### What is expected
Without any images, output the records below verbatim.

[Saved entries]
· · ·

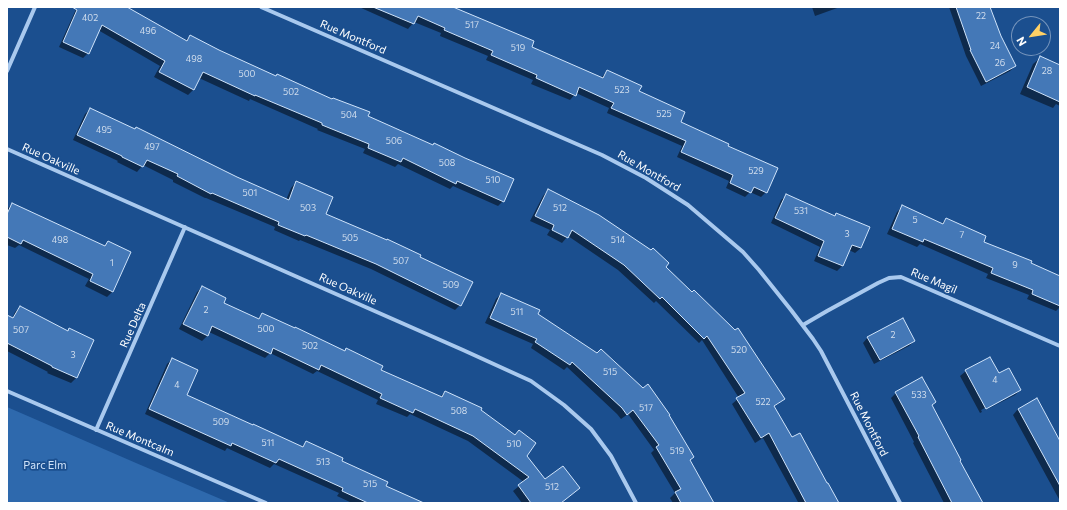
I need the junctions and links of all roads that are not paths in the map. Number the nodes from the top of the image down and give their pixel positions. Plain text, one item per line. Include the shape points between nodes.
1 (35, 7) edge
2 (261, 7) edge
3 (7, 70) edge
4 (7, 150) edge
5 (185, 228) junction
6 (803, 326) junction
7 (1060, 346) edge
8 (7, 391) edge
9 (96, 430) junction
10 (266, 503) edge
11 (636, 503) edge
12 (900, 503) edge

1 - 3 street
2 - 6 street, Rue Montford via 602,155 646,178 688,205 743,252
4 - 5 street, Rue Oakville
5 - 9 street, Rue Delta
5 - 11 street, Rue Oakville via 531,380 592,429 611,456
6 - 7 street, Rue Magil via 878,283 889,278 901,277
6 - 12 street, Rue Montford via 821,351
8 - 9 street, Rue Montcalm
9 - 10 street, Rue Montcalm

· · ·

### Output of the task
I need the junctions and links of all roads that are not paths in the map. Number the nodes from the top of the image down and give their pixel positions. Plain text, one item per line. Include the shape points between nodes.
1 (35, 7) edge
2 (261, 7) edge
3 (7, 70) edge
4 (7, 150) edge
5 (185, 228) junction
6 (803, 326) junction
7 (1060, 346) edge
8 (7, 391) edge
9 (96, 430) junction
10 (266, 503) edge
11 (636, 503) edge
12 (900, 503) edge

1 - 3 street
2 - 6 street, Rue Montford via 602,155 646,178 688,205 743,252
4 - 5 street, Rue Oakville
5 - 9 street, Rue Delta
5 - 11 street, Rue Oakville via 531,380 592,429 611,456
6 - 7 street, Rue Magil via 878,283 889,278 901,277
6 - 12 street, Rue Montford via 821,351
8 - 9 street, Rue Montcalm
9 - 10 street, Rue Montcalm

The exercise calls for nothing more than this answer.